◆ YOUR ASSIGNMENT ◆
Your reply should consist solely of the number of lines in the data that contain "Восточный".

◆ SOURCE INFORMATION ◆
....................

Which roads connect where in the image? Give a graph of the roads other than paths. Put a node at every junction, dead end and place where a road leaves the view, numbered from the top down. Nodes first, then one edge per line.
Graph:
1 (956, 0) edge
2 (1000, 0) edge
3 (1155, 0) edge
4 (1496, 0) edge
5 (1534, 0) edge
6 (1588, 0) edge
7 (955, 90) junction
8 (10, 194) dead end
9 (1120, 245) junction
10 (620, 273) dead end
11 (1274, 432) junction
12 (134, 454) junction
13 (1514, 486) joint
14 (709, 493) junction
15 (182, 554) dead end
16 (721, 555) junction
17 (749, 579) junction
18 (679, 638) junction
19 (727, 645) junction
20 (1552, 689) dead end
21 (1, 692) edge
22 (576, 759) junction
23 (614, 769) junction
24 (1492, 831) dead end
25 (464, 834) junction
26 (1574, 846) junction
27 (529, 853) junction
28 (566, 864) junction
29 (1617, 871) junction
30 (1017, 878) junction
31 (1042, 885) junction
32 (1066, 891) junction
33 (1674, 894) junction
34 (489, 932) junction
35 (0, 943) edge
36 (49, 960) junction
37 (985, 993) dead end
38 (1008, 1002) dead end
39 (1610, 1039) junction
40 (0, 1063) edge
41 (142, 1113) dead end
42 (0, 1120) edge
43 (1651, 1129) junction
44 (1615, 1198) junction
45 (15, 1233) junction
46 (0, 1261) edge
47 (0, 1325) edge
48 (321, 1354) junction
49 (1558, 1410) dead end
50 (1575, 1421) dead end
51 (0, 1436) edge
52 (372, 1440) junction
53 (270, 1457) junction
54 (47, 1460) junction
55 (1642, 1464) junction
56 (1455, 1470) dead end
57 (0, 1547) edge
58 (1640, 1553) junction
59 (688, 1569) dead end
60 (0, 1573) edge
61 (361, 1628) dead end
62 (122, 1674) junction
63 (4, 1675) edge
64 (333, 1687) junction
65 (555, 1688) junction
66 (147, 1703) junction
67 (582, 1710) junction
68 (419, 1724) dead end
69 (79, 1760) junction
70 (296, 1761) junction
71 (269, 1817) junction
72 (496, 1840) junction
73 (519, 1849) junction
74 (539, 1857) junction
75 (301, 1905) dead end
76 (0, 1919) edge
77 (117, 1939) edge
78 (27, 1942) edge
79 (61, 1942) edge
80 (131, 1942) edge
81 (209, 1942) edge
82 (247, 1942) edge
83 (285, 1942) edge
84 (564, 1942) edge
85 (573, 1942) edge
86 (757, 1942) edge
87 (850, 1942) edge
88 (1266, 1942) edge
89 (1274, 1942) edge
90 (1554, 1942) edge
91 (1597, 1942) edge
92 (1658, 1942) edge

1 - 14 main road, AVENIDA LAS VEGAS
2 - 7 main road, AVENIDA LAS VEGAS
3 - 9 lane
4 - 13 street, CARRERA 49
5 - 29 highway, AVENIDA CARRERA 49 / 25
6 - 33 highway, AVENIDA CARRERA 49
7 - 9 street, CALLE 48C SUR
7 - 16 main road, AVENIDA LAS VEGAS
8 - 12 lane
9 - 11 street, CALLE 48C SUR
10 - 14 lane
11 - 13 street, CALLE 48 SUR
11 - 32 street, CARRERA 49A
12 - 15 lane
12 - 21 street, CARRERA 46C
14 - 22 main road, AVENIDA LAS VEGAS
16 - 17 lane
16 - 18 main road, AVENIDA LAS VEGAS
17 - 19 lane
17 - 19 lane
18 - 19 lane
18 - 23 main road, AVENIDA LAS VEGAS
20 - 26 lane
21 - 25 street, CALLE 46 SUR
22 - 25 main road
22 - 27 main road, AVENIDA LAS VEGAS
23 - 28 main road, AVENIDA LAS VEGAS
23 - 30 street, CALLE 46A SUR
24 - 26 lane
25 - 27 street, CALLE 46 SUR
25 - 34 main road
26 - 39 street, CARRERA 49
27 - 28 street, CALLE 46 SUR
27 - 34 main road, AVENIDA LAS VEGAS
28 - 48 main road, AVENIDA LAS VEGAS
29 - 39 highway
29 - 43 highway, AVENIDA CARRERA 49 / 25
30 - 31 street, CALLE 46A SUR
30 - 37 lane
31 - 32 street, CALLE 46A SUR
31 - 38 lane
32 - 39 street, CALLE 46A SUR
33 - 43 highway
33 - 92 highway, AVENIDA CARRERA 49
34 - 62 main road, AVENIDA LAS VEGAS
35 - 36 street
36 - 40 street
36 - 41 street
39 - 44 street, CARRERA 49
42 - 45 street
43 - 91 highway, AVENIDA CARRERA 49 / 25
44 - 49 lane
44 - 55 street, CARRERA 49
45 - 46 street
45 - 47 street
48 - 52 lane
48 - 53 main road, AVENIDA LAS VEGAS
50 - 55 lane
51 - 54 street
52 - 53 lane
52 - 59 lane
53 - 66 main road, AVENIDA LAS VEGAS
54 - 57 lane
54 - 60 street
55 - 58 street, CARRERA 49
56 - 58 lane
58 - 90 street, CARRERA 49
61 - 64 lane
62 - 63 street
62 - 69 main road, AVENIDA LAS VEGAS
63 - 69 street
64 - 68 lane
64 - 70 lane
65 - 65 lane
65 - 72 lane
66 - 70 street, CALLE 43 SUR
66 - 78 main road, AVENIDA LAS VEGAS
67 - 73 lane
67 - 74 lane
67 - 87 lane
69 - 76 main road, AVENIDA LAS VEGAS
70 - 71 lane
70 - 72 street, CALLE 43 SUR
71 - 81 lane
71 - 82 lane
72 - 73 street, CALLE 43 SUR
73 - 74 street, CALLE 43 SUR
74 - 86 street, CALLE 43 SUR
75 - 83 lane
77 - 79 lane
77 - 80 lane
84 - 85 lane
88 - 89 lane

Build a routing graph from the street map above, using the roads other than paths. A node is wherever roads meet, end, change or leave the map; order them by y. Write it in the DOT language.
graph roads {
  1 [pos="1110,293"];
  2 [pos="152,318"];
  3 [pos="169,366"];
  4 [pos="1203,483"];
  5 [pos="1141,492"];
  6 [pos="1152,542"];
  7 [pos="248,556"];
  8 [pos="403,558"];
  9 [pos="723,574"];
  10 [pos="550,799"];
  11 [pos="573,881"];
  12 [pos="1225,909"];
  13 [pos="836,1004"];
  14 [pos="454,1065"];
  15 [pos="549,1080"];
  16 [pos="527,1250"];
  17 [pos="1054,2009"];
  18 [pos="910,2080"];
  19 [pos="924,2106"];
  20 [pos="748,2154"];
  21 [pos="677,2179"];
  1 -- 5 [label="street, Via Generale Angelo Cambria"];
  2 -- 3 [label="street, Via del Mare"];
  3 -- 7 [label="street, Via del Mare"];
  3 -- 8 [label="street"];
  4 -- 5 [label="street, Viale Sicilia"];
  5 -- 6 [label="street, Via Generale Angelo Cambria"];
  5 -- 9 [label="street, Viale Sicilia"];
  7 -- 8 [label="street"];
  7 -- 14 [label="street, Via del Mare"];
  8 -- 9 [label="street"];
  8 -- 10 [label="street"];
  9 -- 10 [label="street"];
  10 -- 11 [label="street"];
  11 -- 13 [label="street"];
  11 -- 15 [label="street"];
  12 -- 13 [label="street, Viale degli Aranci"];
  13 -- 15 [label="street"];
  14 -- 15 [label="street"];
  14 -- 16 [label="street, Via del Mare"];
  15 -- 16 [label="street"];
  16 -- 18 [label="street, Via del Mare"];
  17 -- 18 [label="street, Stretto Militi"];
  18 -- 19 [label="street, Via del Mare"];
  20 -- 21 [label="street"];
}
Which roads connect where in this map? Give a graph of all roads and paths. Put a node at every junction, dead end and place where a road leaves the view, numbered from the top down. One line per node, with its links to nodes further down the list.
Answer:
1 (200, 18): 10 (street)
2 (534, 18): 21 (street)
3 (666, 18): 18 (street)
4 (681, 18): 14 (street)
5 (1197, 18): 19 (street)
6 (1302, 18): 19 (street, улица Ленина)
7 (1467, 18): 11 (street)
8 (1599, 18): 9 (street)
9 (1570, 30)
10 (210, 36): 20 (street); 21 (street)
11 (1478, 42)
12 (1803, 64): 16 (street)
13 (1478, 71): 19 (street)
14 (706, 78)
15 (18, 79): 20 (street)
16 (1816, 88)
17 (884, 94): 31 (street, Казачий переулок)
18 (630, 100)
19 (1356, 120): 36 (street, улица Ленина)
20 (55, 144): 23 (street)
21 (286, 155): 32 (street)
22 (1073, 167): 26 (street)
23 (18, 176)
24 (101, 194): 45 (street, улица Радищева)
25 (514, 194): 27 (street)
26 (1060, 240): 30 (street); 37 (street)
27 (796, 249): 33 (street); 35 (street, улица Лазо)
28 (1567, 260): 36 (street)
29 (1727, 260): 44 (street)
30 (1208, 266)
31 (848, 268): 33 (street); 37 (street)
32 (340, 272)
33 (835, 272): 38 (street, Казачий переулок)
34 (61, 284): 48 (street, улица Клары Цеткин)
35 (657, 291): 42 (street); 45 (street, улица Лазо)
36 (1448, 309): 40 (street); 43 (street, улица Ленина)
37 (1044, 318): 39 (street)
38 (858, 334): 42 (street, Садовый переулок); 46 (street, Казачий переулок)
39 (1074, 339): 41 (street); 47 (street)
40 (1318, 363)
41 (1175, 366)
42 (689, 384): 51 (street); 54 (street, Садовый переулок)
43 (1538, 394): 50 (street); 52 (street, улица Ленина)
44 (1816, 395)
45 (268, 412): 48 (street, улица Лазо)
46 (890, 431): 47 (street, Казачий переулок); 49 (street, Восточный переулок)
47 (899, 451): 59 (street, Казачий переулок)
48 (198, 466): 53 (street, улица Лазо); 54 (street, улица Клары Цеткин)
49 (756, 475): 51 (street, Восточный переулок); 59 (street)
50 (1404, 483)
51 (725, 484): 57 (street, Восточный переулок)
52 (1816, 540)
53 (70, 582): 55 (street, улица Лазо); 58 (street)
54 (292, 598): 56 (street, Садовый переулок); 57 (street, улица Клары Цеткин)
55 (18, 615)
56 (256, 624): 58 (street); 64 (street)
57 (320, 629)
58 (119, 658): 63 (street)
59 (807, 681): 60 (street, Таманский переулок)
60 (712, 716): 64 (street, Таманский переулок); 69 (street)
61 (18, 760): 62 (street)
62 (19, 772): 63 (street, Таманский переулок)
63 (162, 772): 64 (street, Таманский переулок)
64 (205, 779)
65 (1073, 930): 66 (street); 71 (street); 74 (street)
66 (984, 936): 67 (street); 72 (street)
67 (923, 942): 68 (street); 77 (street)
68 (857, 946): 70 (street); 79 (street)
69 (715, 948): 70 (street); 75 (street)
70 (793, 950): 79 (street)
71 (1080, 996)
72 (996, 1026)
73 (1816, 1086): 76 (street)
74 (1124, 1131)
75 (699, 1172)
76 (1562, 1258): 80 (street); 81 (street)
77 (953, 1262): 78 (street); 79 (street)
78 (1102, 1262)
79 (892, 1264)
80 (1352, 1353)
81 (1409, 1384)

....................

◆ SOLVED PROBLEM ◆
3